### WHAT IS EXPECTED
Report each line from the listing that the string "wrist" appears in.

================

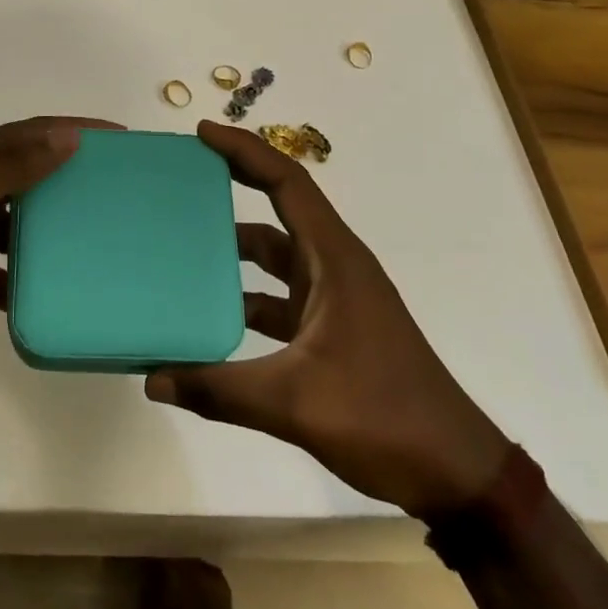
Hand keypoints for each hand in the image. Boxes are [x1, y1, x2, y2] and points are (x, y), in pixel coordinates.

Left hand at [0, 116, 118, 375]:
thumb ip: (10, 165)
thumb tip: (67, 135)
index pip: (28, 134)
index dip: (71, 129)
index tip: (117, 137)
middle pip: (26, 174)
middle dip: (67, 176)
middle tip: (113, 189)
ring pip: (16, 224)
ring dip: (49, 229)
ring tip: (94, 240)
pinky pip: (1, 270)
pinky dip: (23, 278)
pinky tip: (52, 292)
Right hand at [145, 121, 511, 517]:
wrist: (455, 473)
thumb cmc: (383, 416)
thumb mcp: (295, 402)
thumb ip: (220, 390)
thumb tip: (153, 380)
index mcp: (334, 259)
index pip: (287, 182)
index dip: (245, 151)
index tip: (202, 135)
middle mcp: (334, 266)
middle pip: (279, 208)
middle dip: (234, 185)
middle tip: (184, 178)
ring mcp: (334, 298)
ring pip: (277, 256)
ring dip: (235, 248)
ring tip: (182, 245)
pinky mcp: (331, 329)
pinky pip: (279, 296)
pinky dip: (245, 296)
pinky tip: (209, 317)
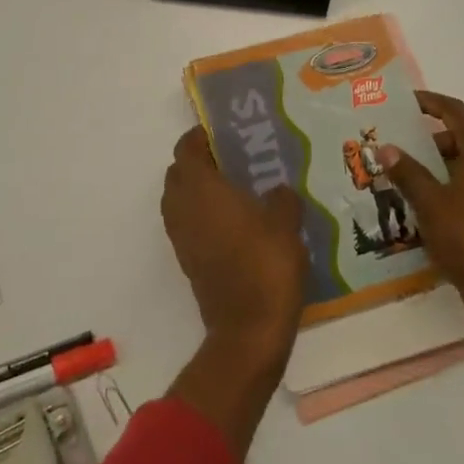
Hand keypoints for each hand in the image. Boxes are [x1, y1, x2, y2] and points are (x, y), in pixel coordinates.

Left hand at [161, 126, 308, 367]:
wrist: (247, 329)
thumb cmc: (265, 265)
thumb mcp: (285, 224)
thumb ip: (281, 198)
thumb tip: (277, 191)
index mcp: (200, 187)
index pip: (186, 148)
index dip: (200, 137)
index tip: (223, 135)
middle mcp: (181, 206)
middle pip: (178, 172)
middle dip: (198, 162)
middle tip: (232, 161)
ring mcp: (179, 235)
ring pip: (179, 199)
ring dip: (198, 190)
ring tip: (235, 191)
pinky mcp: (186, 259)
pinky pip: (186, 223)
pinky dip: (201, 215)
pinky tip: (234, 223)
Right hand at [378, 92, 463, 338]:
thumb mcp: (429, 202)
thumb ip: (407, 172)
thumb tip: (386, 148)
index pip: (455, 111)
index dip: (430, 103)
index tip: (404, 102)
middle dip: (432, 136)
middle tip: (400, 143)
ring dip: (444, 161)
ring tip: (410, 173)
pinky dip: (457, 181)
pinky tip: (432, 201)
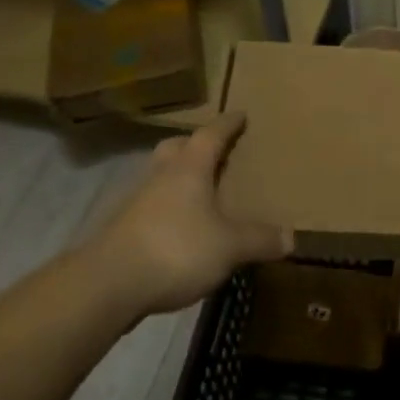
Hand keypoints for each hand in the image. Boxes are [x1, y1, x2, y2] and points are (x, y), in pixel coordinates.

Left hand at [102, 112, 291, 316]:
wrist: (107, 285)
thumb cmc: (175, 249)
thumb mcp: (229, 246)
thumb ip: (260, 239)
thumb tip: (292, 238)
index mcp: (189, 169)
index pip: (211, 135)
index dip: (228, 124)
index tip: (241, 114)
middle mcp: (160, 176)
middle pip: (176, 148)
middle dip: (194, 145)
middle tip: (213, 151)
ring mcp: (135, 202)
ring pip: (159, 177)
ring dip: (177, 178)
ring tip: (199, 192)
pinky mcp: (121, 230)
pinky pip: (149, 207)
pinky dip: (166, 210)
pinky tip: (179, 229)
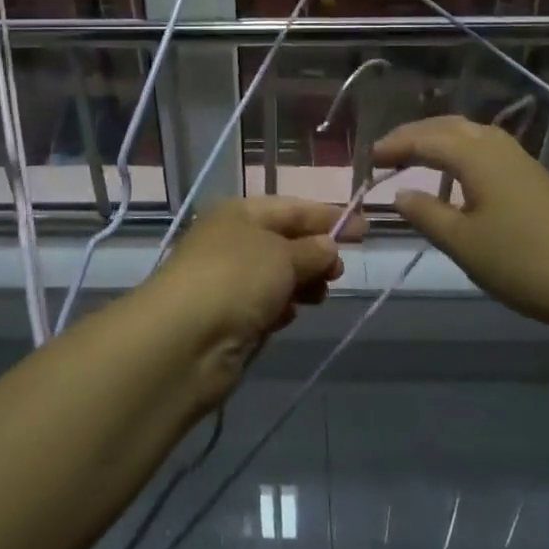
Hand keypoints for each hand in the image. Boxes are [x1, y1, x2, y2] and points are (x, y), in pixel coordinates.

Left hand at [141, 197, 358, 407]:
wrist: (184, 341)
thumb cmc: (236, 280)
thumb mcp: (282, 256)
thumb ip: (312, 250)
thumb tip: (328, 247)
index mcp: (241, 212)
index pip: (292, 207)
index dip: (328, 216)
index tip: (364, 228)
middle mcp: (232, 240)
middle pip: (284, 241)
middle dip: (315, 254)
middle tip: (338, 272)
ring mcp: (227, 279)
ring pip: (276, 275)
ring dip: (301, 283)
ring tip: (319, 296)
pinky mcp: (227, 316)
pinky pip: (264, 304)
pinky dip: (280, 307)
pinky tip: (287, 317)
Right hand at [373, 116, 548, 359]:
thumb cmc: (523, 262)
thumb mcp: (464, 243)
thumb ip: (426, 214)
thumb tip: (400, 193)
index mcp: (475, 155)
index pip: (424, 139)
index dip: (394, 146)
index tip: (369, 158)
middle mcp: (497, 145)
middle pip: (448, 126)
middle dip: (415, 135)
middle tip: (388, 151)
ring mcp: (520, 159)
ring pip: (470, 134)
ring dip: (439, 140)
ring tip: (416, 157)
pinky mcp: (534, 176)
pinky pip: (486, 149)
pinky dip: (460, 152)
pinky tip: (458, 175)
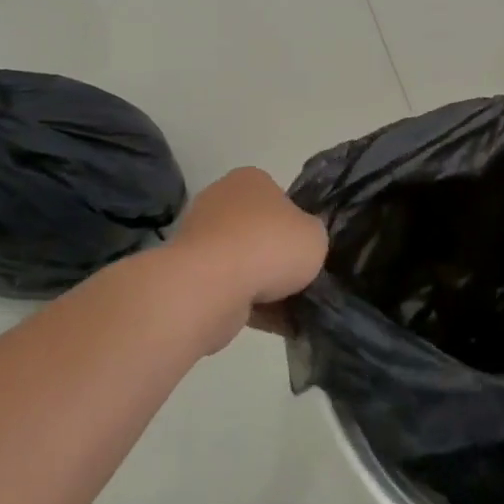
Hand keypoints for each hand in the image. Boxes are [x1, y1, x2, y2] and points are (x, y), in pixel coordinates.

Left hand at [166, 167, 326, 337]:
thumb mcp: (316, 235)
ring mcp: (199, 237)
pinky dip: (248, 303)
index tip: (304, 247)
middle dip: (274, 255)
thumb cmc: (268, 246)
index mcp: (250, 180)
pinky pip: (227, 287)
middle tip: (297, 278)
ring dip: (262, 283)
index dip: (295, 224)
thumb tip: (300, 243)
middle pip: (257, 230)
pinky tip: (272, 323)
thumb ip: (312, 234)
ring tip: (289, 307)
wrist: (212, 286)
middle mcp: (220, 200)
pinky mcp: (188, 274)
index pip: (278, 197)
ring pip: (242, 261)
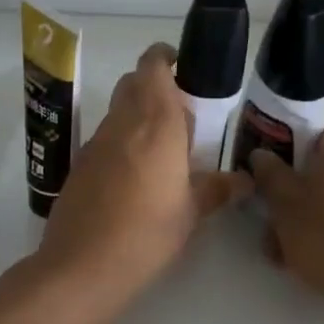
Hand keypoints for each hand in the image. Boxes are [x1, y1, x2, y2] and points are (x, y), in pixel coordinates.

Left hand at [37, 43, 250, 299]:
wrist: (82, 265)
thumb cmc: (147, 234)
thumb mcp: (191, 213)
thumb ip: (216, 189)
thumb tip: (243, 181)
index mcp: (155, 123)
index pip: (153, 67)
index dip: (165, 58)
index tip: (183, 68)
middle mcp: (122, 123)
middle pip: (133, 83)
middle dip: (155, 87)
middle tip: (182, 115)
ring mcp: (95, 143)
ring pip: (118, 111)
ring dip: (138, 116)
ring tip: (164, 151)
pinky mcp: (79, 165)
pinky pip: (105, 139)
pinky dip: (122, 142)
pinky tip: (136, 177)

================

### SOLUTION TO THIS EXERCISE
wrist: (455, 473)
wrist: (247, 329)
wrist: (107, 285)
wrist: (184, 341)
wrist: (212, 286)
wrist: (82, 265)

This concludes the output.